**Stored data:**

BEGIN

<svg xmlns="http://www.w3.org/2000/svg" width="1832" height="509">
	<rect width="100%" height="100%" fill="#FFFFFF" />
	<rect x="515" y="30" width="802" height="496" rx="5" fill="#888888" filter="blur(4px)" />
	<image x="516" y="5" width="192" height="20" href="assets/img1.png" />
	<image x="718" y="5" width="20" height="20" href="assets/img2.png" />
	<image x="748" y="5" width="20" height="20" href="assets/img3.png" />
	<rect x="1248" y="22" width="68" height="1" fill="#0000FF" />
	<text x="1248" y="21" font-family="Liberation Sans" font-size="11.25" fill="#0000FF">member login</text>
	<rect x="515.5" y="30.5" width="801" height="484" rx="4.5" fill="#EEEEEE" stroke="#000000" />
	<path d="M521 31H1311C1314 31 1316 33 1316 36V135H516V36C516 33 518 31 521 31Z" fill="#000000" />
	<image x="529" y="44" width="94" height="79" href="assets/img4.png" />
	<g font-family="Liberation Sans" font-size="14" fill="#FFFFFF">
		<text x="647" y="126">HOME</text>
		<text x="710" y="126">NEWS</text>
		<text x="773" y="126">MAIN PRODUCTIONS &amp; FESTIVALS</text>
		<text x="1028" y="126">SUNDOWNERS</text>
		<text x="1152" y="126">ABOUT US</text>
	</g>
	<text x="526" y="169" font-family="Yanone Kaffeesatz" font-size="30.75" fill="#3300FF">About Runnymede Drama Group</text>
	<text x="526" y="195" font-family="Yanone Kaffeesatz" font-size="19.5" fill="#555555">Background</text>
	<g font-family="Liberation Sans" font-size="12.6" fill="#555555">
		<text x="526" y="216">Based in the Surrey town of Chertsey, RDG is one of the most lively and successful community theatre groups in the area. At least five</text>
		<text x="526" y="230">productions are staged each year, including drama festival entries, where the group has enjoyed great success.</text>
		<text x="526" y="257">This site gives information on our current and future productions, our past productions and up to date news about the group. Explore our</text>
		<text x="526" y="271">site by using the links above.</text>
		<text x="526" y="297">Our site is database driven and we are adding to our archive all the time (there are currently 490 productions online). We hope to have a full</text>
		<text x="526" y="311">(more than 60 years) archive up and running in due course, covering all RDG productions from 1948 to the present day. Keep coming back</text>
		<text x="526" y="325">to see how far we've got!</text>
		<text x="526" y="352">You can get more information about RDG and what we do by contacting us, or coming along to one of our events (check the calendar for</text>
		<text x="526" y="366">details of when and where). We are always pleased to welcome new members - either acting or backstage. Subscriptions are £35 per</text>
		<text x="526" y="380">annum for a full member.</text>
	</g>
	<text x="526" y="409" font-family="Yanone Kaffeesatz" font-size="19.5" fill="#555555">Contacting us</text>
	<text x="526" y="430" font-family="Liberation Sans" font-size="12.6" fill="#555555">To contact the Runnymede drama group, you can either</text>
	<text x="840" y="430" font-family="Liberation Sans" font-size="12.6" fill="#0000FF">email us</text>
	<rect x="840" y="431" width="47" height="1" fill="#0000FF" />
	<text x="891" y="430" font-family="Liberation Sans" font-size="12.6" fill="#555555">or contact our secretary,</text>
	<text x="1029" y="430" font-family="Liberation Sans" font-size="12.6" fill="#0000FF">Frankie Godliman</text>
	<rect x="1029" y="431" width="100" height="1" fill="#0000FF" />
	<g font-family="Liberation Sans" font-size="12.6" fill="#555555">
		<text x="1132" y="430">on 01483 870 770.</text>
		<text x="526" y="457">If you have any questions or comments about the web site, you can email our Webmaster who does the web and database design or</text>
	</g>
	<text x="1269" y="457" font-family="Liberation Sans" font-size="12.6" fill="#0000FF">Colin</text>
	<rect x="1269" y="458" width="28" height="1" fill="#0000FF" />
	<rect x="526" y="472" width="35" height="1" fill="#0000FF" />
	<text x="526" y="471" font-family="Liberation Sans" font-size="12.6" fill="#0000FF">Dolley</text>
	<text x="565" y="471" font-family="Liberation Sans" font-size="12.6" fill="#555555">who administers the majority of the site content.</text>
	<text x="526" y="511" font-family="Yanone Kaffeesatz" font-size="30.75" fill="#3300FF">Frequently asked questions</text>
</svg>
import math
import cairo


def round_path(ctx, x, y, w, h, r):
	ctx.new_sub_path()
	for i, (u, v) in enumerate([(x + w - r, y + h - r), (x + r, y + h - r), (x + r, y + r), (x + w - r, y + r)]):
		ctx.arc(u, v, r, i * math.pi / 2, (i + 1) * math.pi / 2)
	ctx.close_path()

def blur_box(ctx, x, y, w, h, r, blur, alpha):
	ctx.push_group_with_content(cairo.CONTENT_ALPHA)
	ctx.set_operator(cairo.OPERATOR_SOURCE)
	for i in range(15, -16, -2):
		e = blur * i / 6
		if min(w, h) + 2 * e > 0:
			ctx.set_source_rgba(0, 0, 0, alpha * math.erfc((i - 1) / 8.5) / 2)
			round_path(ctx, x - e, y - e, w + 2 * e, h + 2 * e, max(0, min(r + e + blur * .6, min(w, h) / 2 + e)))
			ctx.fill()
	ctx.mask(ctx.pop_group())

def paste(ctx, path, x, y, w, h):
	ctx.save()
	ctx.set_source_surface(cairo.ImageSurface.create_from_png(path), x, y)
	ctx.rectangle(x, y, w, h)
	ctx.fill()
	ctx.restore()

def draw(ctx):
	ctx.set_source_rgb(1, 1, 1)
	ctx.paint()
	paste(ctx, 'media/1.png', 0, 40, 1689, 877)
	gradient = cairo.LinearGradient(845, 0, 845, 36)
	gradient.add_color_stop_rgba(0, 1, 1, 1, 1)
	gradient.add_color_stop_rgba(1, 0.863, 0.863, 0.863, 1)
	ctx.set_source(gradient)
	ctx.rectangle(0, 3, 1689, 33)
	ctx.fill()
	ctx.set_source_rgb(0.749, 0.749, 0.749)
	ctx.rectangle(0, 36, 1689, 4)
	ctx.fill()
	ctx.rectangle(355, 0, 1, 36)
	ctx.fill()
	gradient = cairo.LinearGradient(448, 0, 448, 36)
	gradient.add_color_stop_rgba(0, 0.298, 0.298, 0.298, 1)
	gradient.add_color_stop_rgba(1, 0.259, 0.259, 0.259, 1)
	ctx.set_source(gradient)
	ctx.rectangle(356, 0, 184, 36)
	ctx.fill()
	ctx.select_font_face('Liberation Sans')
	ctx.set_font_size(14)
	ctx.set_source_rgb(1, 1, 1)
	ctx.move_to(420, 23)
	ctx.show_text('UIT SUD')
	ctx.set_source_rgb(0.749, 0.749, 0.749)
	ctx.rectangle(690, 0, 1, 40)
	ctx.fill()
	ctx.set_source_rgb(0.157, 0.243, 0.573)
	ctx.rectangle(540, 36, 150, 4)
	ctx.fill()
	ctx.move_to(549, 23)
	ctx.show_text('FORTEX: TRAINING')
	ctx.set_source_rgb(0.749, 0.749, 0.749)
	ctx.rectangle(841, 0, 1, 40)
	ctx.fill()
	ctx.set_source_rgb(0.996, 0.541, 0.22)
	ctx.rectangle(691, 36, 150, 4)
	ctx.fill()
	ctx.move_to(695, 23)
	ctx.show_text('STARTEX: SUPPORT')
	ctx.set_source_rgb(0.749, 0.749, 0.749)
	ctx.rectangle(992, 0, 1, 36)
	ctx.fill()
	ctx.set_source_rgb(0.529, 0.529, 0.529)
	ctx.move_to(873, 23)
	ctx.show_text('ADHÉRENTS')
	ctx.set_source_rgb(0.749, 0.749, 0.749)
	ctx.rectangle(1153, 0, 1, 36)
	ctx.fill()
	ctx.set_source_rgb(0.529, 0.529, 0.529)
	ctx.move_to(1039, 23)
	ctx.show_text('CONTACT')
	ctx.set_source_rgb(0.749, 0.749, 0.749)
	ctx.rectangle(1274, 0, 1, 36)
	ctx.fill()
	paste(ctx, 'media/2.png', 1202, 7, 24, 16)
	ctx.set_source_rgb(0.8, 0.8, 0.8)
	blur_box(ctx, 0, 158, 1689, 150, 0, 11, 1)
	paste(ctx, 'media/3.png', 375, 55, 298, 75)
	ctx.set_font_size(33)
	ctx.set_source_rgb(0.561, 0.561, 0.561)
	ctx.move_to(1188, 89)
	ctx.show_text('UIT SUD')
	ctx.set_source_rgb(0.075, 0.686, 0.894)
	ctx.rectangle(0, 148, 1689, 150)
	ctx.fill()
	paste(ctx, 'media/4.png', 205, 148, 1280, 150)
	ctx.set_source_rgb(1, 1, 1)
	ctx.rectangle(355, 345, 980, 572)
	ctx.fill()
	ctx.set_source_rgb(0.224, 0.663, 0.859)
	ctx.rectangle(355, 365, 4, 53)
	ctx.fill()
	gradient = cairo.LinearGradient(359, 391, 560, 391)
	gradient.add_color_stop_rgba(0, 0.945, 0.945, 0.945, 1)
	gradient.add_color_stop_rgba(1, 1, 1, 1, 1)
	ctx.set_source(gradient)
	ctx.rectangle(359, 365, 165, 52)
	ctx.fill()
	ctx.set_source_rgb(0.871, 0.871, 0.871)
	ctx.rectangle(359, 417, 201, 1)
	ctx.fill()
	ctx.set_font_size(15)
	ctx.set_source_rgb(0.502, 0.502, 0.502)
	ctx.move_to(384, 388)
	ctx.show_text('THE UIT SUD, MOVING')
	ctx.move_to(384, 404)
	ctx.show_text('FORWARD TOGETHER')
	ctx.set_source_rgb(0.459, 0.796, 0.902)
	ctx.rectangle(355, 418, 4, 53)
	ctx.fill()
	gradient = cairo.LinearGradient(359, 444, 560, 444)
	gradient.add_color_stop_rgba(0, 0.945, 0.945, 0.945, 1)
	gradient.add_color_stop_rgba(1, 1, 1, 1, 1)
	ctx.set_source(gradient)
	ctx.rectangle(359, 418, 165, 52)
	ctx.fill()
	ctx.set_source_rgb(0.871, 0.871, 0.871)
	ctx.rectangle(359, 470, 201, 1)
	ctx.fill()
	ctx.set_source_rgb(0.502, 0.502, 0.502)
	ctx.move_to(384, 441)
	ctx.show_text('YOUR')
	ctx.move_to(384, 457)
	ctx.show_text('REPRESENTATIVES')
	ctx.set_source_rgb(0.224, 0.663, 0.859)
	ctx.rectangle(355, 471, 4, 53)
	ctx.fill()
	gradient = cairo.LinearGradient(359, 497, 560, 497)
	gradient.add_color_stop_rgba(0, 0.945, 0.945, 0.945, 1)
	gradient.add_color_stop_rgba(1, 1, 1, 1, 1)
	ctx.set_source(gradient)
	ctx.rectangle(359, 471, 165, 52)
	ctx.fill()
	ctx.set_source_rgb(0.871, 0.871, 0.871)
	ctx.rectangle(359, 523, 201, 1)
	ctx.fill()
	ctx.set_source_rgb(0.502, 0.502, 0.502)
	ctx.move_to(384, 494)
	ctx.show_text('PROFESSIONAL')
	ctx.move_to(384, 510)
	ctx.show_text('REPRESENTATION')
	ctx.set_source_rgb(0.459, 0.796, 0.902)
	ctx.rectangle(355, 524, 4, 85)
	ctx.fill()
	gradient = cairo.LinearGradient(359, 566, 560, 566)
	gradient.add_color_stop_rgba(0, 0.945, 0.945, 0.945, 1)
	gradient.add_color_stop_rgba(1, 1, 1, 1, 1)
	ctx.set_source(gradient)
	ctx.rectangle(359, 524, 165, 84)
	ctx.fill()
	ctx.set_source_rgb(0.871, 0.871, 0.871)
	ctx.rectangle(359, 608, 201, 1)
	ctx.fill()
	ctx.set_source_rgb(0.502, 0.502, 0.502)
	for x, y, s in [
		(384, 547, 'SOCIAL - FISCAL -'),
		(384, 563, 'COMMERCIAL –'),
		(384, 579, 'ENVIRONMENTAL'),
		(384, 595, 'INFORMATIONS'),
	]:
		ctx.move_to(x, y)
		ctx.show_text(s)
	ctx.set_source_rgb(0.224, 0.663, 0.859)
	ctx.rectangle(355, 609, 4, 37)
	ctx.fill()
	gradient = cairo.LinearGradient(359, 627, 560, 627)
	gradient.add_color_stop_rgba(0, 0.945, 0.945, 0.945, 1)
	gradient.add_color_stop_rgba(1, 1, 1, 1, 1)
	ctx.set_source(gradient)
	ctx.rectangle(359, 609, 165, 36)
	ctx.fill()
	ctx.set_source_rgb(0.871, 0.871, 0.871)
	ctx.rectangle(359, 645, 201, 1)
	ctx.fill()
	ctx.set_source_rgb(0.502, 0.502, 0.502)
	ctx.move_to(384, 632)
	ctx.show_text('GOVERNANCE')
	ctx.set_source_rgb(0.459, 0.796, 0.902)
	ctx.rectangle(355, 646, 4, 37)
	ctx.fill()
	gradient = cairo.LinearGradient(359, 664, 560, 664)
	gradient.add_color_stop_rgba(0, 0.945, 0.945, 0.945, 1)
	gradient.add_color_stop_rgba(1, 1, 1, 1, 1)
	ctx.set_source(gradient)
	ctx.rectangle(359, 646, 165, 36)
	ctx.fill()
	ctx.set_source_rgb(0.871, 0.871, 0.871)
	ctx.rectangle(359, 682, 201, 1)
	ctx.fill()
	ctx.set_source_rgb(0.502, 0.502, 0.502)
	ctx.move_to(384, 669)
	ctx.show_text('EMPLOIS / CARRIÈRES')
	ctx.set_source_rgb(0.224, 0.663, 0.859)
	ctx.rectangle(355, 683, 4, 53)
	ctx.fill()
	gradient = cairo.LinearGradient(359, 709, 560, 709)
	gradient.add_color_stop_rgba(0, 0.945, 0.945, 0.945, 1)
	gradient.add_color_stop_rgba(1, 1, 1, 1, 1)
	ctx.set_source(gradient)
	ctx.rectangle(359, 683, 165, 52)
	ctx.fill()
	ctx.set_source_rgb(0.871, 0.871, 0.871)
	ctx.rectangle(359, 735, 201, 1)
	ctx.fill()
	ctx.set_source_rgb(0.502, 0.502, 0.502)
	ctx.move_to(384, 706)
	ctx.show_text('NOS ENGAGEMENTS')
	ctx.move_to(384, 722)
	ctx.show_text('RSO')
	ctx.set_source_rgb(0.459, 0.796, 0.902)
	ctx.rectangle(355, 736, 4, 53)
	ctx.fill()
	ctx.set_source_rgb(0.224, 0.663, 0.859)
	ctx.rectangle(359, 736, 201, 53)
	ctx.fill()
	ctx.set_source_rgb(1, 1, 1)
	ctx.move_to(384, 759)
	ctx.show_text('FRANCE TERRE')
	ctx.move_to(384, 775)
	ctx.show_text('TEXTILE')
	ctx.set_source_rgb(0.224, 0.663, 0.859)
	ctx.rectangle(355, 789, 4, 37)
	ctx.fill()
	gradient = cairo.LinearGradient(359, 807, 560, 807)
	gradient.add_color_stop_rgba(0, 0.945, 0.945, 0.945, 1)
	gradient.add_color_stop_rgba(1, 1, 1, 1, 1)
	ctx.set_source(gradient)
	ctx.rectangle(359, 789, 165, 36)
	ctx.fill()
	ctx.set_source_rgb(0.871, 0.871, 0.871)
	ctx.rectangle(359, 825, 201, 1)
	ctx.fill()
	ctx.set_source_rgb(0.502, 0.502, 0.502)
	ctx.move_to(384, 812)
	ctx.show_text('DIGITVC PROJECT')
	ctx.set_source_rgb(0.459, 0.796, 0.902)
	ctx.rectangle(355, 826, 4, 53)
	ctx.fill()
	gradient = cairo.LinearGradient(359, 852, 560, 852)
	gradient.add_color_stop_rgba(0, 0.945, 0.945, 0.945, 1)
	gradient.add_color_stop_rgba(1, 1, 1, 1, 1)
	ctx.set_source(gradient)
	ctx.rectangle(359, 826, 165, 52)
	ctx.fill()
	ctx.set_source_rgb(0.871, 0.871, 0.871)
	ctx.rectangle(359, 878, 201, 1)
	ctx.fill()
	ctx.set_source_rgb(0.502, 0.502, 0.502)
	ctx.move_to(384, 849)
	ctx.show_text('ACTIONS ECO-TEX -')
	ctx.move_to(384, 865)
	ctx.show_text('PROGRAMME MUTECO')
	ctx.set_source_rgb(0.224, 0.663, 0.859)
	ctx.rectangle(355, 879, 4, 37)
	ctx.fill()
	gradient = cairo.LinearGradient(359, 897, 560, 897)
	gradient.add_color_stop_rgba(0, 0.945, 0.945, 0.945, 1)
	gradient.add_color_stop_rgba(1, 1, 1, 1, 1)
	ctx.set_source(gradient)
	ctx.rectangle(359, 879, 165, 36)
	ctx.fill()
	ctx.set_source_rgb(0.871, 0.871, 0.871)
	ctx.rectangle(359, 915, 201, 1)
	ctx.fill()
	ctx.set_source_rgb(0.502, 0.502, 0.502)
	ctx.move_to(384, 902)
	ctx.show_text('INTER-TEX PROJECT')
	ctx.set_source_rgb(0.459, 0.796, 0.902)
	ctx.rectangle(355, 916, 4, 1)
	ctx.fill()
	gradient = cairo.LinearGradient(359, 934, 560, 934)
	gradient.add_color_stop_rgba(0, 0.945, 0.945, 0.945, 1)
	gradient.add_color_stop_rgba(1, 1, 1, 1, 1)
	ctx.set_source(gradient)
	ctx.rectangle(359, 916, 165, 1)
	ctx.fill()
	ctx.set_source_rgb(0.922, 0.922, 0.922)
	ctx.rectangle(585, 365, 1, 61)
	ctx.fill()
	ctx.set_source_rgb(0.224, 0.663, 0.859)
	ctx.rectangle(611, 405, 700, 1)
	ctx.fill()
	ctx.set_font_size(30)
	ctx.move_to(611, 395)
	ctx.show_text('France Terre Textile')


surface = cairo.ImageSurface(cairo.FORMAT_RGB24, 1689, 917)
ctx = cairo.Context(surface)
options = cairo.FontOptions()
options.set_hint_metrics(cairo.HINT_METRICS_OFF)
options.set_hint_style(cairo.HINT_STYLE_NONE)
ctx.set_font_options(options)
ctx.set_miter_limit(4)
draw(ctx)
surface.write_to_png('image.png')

END

**Problem to solve:**
In the data above, which lines lie between the line with "gradient = cairo.LinearGradient(359, 566, 560, 566)" and the line with "ctx.show_text('EMPLOIS / CARRIÈRES')", inclusive? Print those lines exactly and nothing else.

**Response area:**
	gradient = cairo.LinearGradient(359, 566, 560, 566)
	gradient.add_color_stop_rgba(0, 0.945, 0.945, 0.945, 1)
	gradient.add_color_stop_rgba(1, 1, 1, 1, 1)
	ctx.set_source(gradient)
	ctx.rectangle(359, 524, 165, 84)
	ctx.fill()
	ctx.set_source_rgb(0.871, 0.871, 0.871)
	ctx.rectangle(359, 608, 201, 1)
	ctx.fill()
	ctx.set_source_rgb(0.502, 0.502, 0.502)
	for x, y, s in [
		(384, 547, 'SOCIAL - FISCAL -'),
		(384, 563, 'COMMERCIAL –'),
		(384, 579, 'ENVIRONMENTAL'),
		(384, 595, 'INFORMATIONS'),
	]:
		ctx.move_to(x, y)
		ctx.show_text(s)
	ctx.set_source_rgb(0.224, 0.663, 0.859)
	ctx.rectangle(355, 609, 4, 37)
	ctx.fill()
	gradient = cairo.LinearGradient(359, 627, 560, 627)
	gradient.add_color_stop_rgba(0, 0.945, 0.945, 0.945, 1)
	gradient.add_color_stop_rgba(1, 1, 1, 1, 1)
	ctx.set_source(gradient)
	ctx.rectangle(359, 609, 165, 36)
	ctx.fill()
	ctx.set_source_rgb(0.871, 0.871, 0.871)
	ctx.rectangle(359, 645, 201, 1)
	ctx.fill()
	ctx.set_source_rgb(0.502, 0.502, 0.502)
	ctx.move_to(384, 632)
	ctx.show_text('GOVERNANCE')
	ctx.set_source_rgb(0.459, 0.796, 0.902)
	ctx.rectangle(355, 646, 4, 37)
	ctx.fill()
	gradient = cairo.LinearGradient(359, 664, 560, 664)
	gradient.add_color_stop_rgba(0, 0.945, 0.945, 0.945, 1)
	gradient.add_color_stop_rgba(1, 1, 1, 1, 1)
	ctx.set_source(gradient)
	ctx.rectangle(359, 646, 165, 36)
	ctx.fill()
	ctx.set_source_rgb(0.871, 0.871, 0.871)
	ctx.rectangle(359, 682, 201, 1)
	ctx.fill()
	ctx.set_source_rgb(0.502, 0.502, 0.502)
	ctx.move_to(384, 669)
	ctx.show_text('EMPLOIS / CARRIÈRES')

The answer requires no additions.